Shall we start circulating the petition to bring it back from cancelation now, or would it be better to wait until the first episode airs?
@supergp: I’m new to the Game of Thrones/A Song of Ice and Fire bandwagon, but it does seem as if Martin has a habit of promising that the book is almost finished when it isn’t. However, I bet his publishers would really, really like a fifth book to be hitting the shelves around the time the TV series airs, so there’s that pressure. And Martin does sound pretty convincing when he says it’s nearing completion. So, fingers crossed.
(I want to make clear: I am not bitter or angry at Martin for taking his time. His fandom can be utterly obnoxious, whiny, and entitled, and it drives me crazy. Five years is not an unreasonable amount of time to wait for a 1000+ page novel. That said, obviously I want to read the thing as soon as possible.)
Five years is not an unreasonable amount of time to wait for a 1000+ page novel.
Actually, at this point it seems the primary problem is that the book is over 1500 pages and they’re trying to figure out what to cut and delay into the sixth book.
I pretty much feel about /any/ fantasy series at this point that I get them when I get them and I’m happy to get them at all. It does help that Steven Erikson puts out at least a book a year and those are much fun.
@MGK: right. I think Martin recently said he was chopping a whole bunch out and moving it forward to the next book, but yes, it seems like editing is a problem. “I didn’t have time to write you a short letter, so I wrote you a long one”, and all that.
@Josh R: I know HBO has a thing about canceling shows too early, but it does sound like Rome and Deadwood were flukes caused by a change of management. I think they’ve even said that they wouldn’t have canceled them if they had the chance to do it over, despite the expense. And GoT is apparently, suprisingly, less expensive than Deadwood, at least so far.
I also have to figure that the success of Walking Dead bodes well for this.
Yeah, but didn’t he say that about the last book? I’m only buying that story for so long. I think this is why my boss just reads romance novels.
Two things; five years isn’t an unreasonable amount of time to wait for a thousand pages, but five years for the chopped-out other half of the previously written novel might be. And at this point we’re looking at something like ten-year cycles in-between character sightings; that’s… problematical. Especially when you end TWO characters in Feast on cliffhangers.
And I confess I don’t worry overmuch about Martin finishing the books in time to catch up with a potentially-successful TV series; I worry about him leaving the series completely unfinished. He’s said multiple times that if he goes out, he’s going to do it like Roger Zelazny (with no notes and no answers) only unlike Zelazny, HE will make it as legally impossible as he can for anyone to play in his garden. (Although in Zelazny’s case, that would have been a good thing.)
People talk about Martin as if he were building a house or digging a ditch or something–like it’s just a matter of putting in the effort. As if just had to physically type out 1000 words and he’d be finished.
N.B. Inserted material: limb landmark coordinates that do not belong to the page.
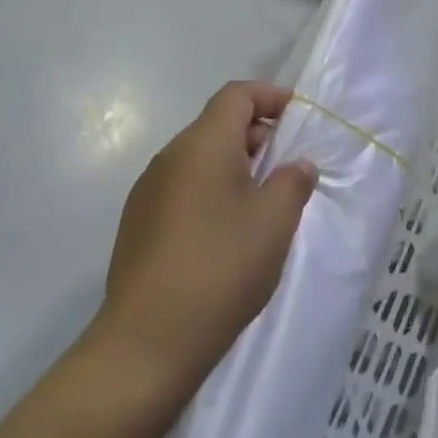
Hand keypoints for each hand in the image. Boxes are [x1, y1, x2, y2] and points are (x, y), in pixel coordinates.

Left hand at [93, 82, 315, 396]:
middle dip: (258, 135)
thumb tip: (297, 165)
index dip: (271, 97)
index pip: (237, 95)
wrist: (146, 343)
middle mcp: (170, 158)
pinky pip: (184, 188)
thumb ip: (292, 181)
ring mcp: (148, 192)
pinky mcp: (139, 225)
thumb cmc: (220, 268)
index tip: (299, 120)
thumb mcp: (274, 221)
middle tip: (289, 166)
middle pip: (218, 124)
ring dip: (235, 166)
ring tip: (264, 202)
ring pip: (200, 159)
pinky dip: (212, 192)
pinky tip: (229, 233)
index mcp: (202, 145)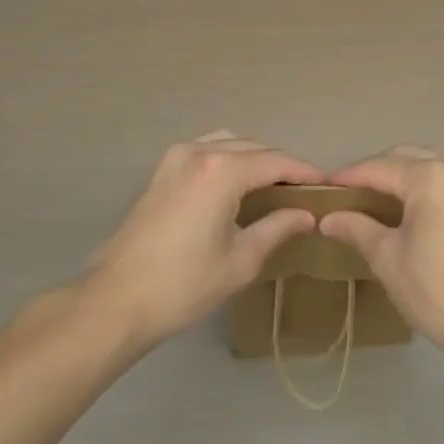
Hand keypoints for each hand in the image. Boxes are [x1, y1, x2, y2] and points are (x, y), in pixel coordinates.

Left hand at [84, 132, 321, 350]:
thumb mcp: (241, 260)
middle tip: (304, 191)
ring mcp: (176, 157)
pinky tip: (237, 183)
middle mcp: (200, 151)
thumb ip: (278, 228)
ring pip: (229, 143)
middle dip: (281, 165)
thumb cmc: (184, 284)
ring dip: (255, 158)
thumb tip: (307, 215)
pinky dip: (229, 158)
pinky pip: (207, 150)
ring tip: (274, 186)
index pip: (276, 162)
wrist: (116, 300)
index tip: (327, 185)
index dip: (305, 172)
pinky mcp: (161, 170)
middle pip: (254, 148)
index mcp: (222, 171)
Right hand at [320, 146, 443, 367]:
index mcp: (430, 177)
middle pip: (406, 157)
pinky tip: (409, 204)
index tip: (323, 188)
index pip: (379, 167)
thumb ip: (357, 228)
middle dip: (375, 171)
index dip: (349, 176)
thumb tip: (327, 218)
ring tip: (375, 196)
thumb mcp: (387, 258)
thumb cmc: (436, 290)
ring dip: (402, 172)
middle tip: (346, 194)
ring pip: (429, 162)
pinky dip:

And they act like the fact that he claimed it was basically finished five years ago is this huge betrayal.
But it’s completely logical that he could look at what he’d written and realize that it needed much, much more revision than he’d originally thought. That’s how writing works, sometimes. It’s not about filling X number of pages, it’s about making sure everything hangs together properly. It’s more like a Rubik’s Cube–it doesn’t matter if you’ve got 95% of it in the right order, if that last bit doesn’t match up you’re going to have to rework.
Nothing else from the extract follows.